--- ABOUT THIS TASK ---
Only the pictures are to be omitted; every entry beneath should otherwise be duplicated exactly.

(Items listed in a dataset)
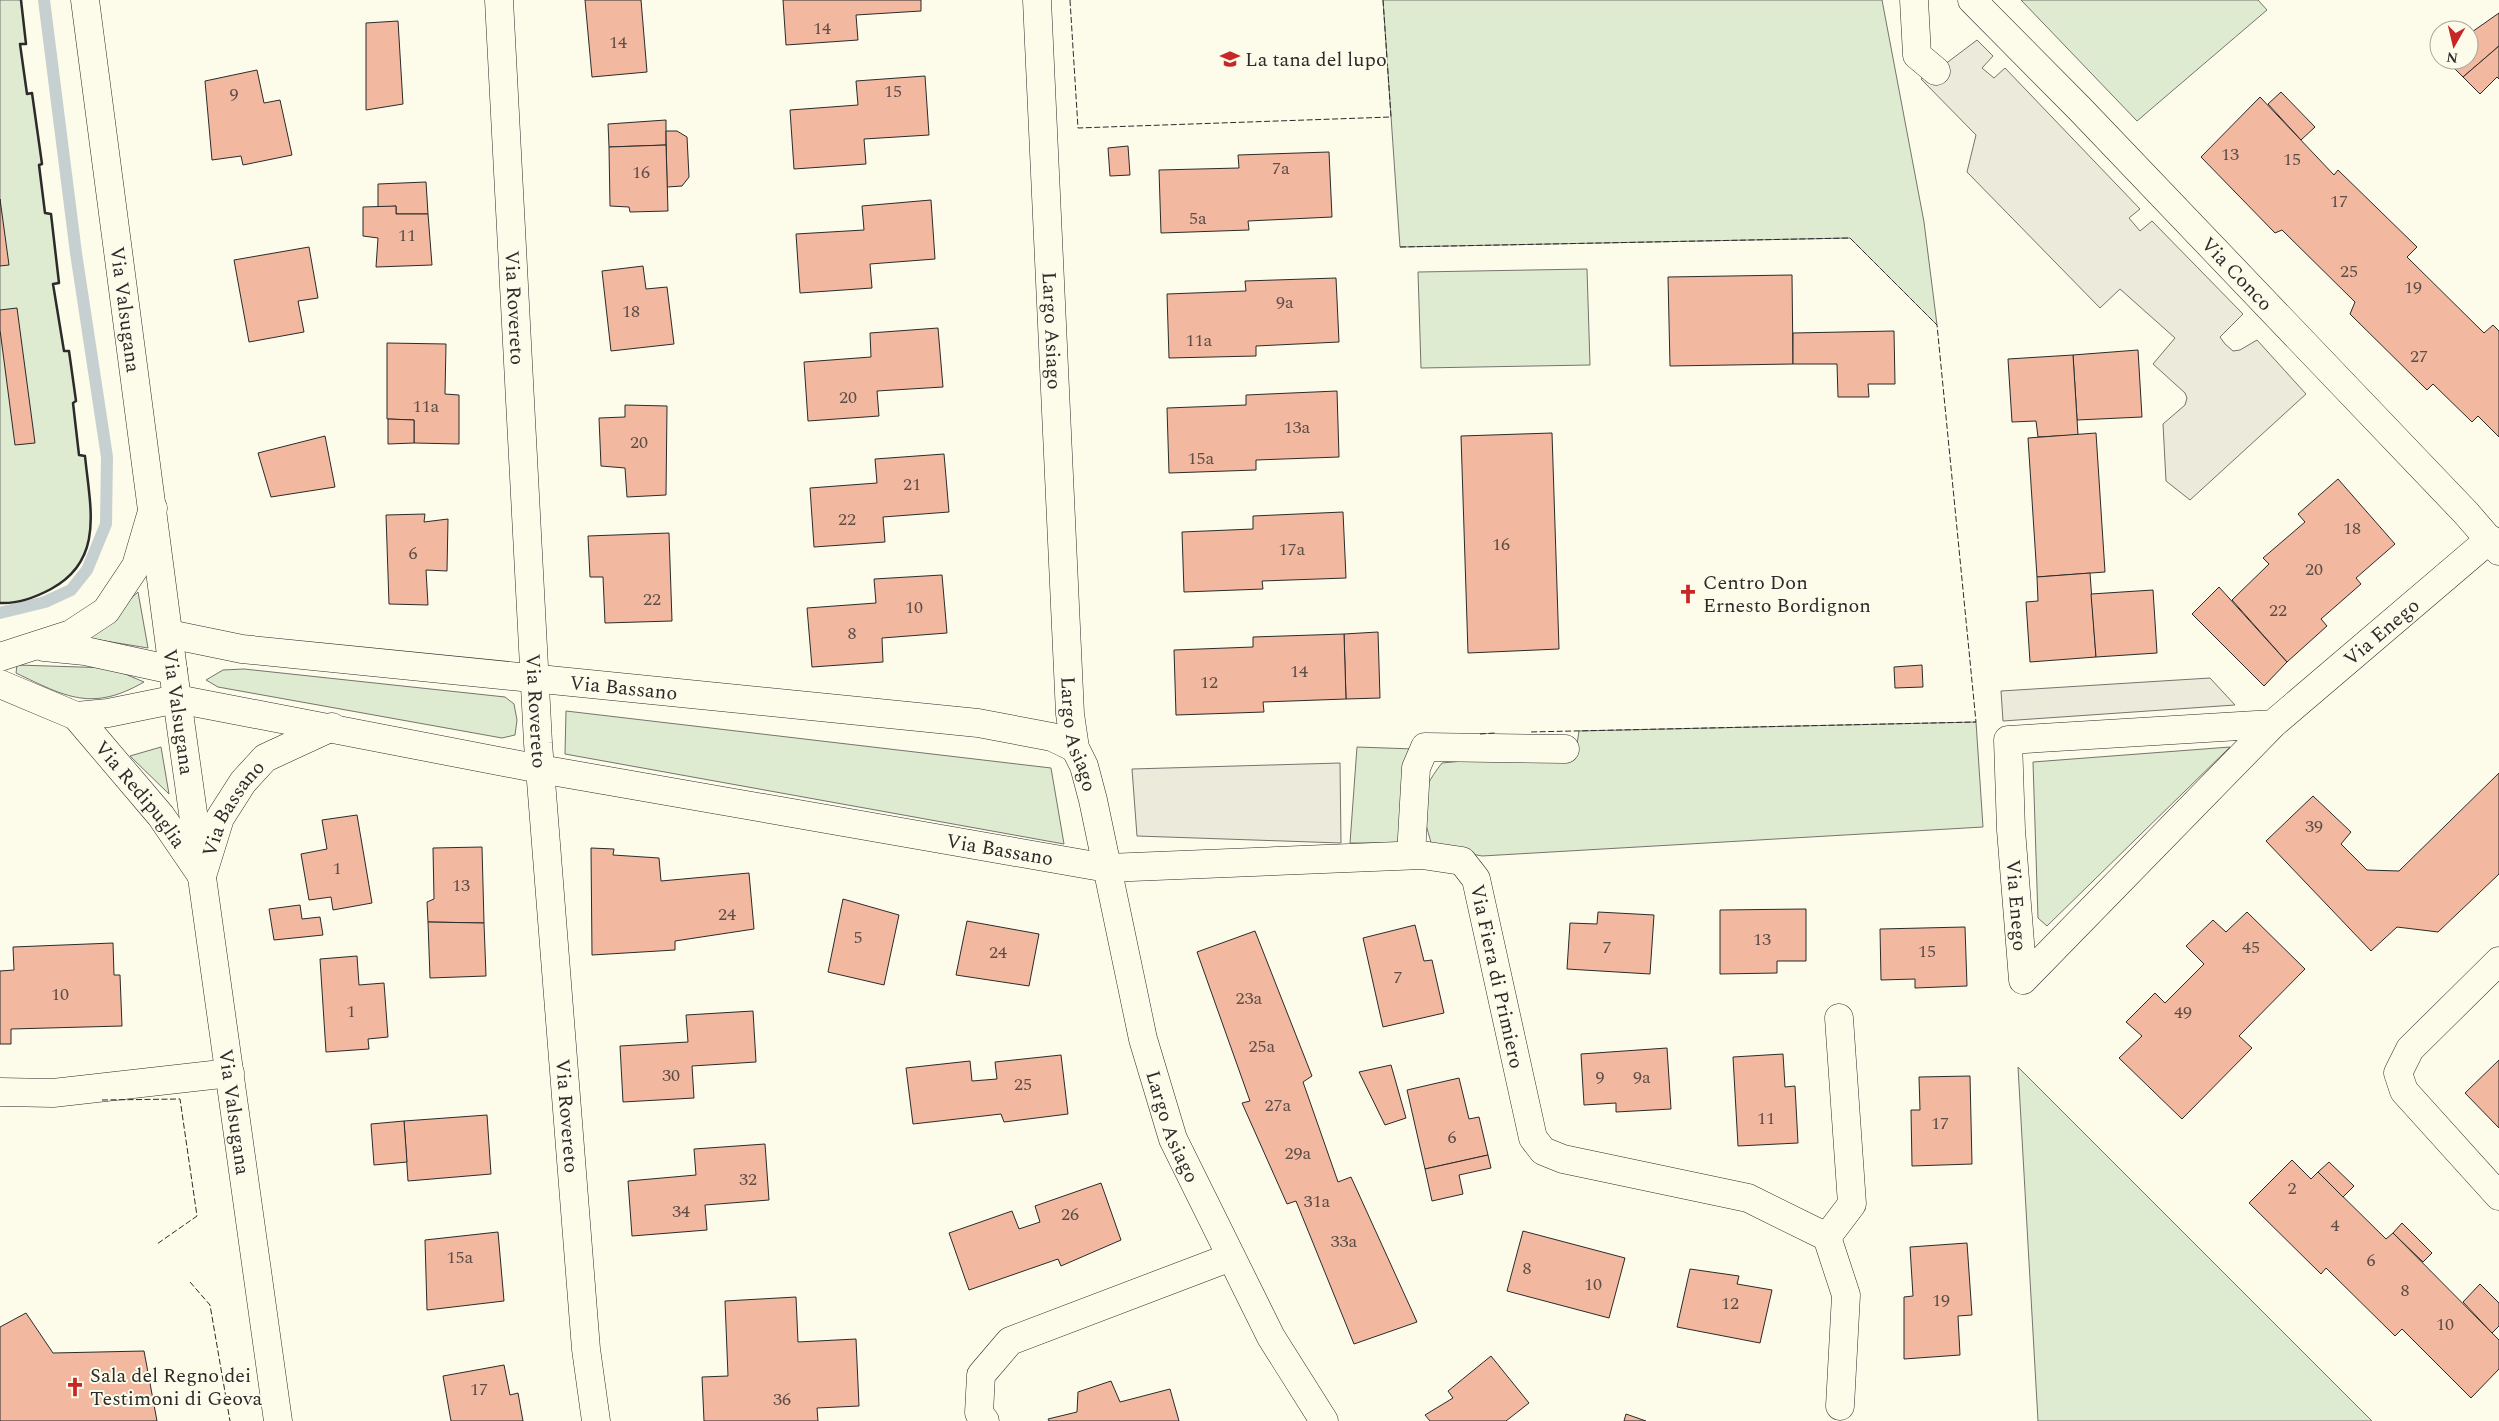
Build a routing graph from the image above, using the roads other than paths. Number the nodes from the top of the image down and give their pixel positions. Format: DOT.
graph roads {
  1 [pos="85,0"];
  2 [pos="499,0"];
  3 [pos="1037,0"];
  4 [pos="1914,0"];
  5 [pos="1972,0"];
  6 [pos="1936,71"];
  7 [pos="153,508"];
  8 [pos="2495,545"];
  9 [pos="169,634"];
  10 [pos="35,647"];
  11 [pos="0,657"];
  12 [pos="173,670"];
  13 [pos="534,680"];
  14 [pos="0,684"];
  15 [pos="177,699"];
  16 [pos="76,716"];
  17 [pos="2273,724"];
  18 [pos="332,727"];
  19 [pos="1075,748"];
  20 [pos="1565,749"];
  21 [pos="540,769"];
  22 [pos="1412,855"];
  23 [pos="1107,868"];
  24 [pos="202,876"];
  25 [pos="2499,961"];
  26 [pos="1839,1018"];
  27 [pos="230,1072"];
  28 [pos="0,1092"];
  29 [pos="2499,1196"];
  30 [pos="1827,1237"];
  31 [pos="1230,1257"];
  32 [pos="1840,1406"];
  33 [pos="278,1421"];
  34 [pos="596,1421"];
  35 [pos="985,1421"];
  36 [pos="1324,1421"];
  1 -- 7 [label="street, Via Valsugana"];
  2 -- 13 [label="street, Via Rovereto"];
  3 -- 19 [label="street, Largo Asiago"];
  4 -- 6 [label="street"];
  5 -- 8 [label="street, Via Conco"];
  7 -- 9 [label="street, Via Valsugana"];
  7 -- 10 [label="street"];
  8 -- 17 [label="street, Via Enego"];
  9 -- 12 [label="street, Via Valsugana"];
  9 -- 13 [label="street, Via Bassano"];
  10 -- 11 [label="street"];
  10 -- 12 [label="street"];
  12 -- 15 [label="street, Via Valsugana"];
  13 -- 19 [label="street, Via Bassano"];
  13 -- 21 [label="street, Via Rovereto"];
  14 -- 16 [label="street, Via Redipuglia"];
  15 -- 16 [label="street, Via Redipuglia"];
  15 -- 18 [label="street, Via Bassano"];
  15 -- 24 [label="street, Via Valsugana"];
  16 -- 24 [label="street, Via Redipuglia"];
  17 -- 17 [label="street, Via Enego"];
  18 -- 21 [label="street, Via Bassano"];
  18 -- 24 [label="street, Via Bassano"];
  19 -- 23 [label="street, Largo Asiago"];
  20 -- 22 [label="street"];
  21 -- 23 [label="street, Via Bassano"];
  21 -- 34 [label="street, Via Rovereto"];
  22 -- 23 [label="street, Via Fiera di Primiero"];
  22 -- 30 [label="street, Via Fiera di Primiero"];
  23 -- 31 [label="street, Largo Asiago"];
  24 -- 27 [label="street, Via Valsugana"];
  25 -- 29 [label="street"];
  26 -- 30 [label="street"];
  27 -- 28 [label="street"];
  27 -- 33 [label="street, Via Valsugana"];
  30 -- 32 [label="street"];
  31 -- 35 [label="street"];
  31 -- 36 [label="street, Largo Asiago"];
}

--- SOLUTION ---
Build a routing graph from the image above, using the roads other than paths. Number the nodes from the top of the image down and give their pixel positions. Format: DOT.
graph roads {
  1 [pos="85,0"];
  2 [pos="499,0"];
  3 [pos="1037,0"];
  4 [pos="1914,0"];
  5 [pos="1972,0"];
  6 [pos="1936,71"];
  7 [pos="153,508"];
  8 [pos="2495,545"];
  9 [pos="169,634"];
  10 [pos="35,647"];
  11 [pos="0,657"];
  12 [pos="173,670"];
  13 [pos="534,680"];
  14 [pos="0,684"];
  15 [pos="177,699"];
  16 [pos="76,716"];
  17 [pos="2273,724"];
  18 [pos="332,727"];
  19 [pos="1075,748"];
  20 [pos="1565,749"];
  21 [pos="540,769"];
  22 [pos="1412,855"];
  23 [pos="1107,868"];
  24 [pos="202,876"];
  25 [pos="2499,961"];
  26 [pos="1839,1018"];
  27 [pos="230,1072"];
  28 [pos="0,1092"];
  29 [pos="2499,1196"];
  30 [pos="1827,1237"];
  31 [pos="1230,1257"];
  32 [pos="1840,1406"];
  33 [pos="278,1421"];
  34 [pos="596,1421"];
  35 [pos="985,1421"];
  36 [pos="1324,1421"];
  1 -- 7 [label="street, Via Valsugana"];
  2 -- 13 [label="street, Via Rovereto"];
  3 -- 19 [label="street, Largo Asiago"];
  4 -- 6 [label="street"];
  5 -- 8 [label="street, Via Conco"];
  7 -- 9 [label="street, Via Valsugana"];
  7 -- 10 [label="street"];
  8 -- 17 [label="street, Via Enego"];
  9 -- 12 [label="street, Via Valsugana"];
  9 -- 13 [label="street, Via Bassano"];
  10 -- 11 [label="street"];
  10 -- 12 [label="street"];
  12 -- 15 [label="street, Via Valsugana"];
  13 -- 19 [label="street, Via Bassano"];
  13 -- 21 [label="street, Via Rovereto"];
  14 -- 16 [label="street, Via Redipuglia"];
  15 -- 16 [label="street, Via Redipuglia"];
  15 -- 18 [label="street, Via Bassano"];
  15 -- 24 [label="street, Via Valsugana"];
  16 -- 24 [label="street, Via Redipuglia"];
  17 -- 17 [label="street, Via Enego"];
  18 -- 21 [label="street, Via Bassano"];
  18 -- 24 [label="street, Via Bassano"];
  19 -- 23 [label="street, Largo Asiago"];
  20 -- 22 [label="street"];
  21 -- 23 [label="street, Via Bassano"];
  21 -- 34 [label="street, Via Rovereto"];
  22 -- 23 [label="street, Via Fiera di Primiero"];
  22 -- 30 [label="street, Via Fiera di Primiero"];
  23 -- 31 [label="street, Largo Asiago"];
  24 -- 27 [label="street, Via Valsugana"];
  25 -- 29 [label="street"];
  26 -- 30 [label="street"];
  27 -- 28 [label="street"];
  27 -- 33 [label="street, Via Valsugana"];
  30 -- 32 [label="street"];
  31 -- 35 [label="street"];
  31 -- 36 [label="street, Largo Asiago"];
}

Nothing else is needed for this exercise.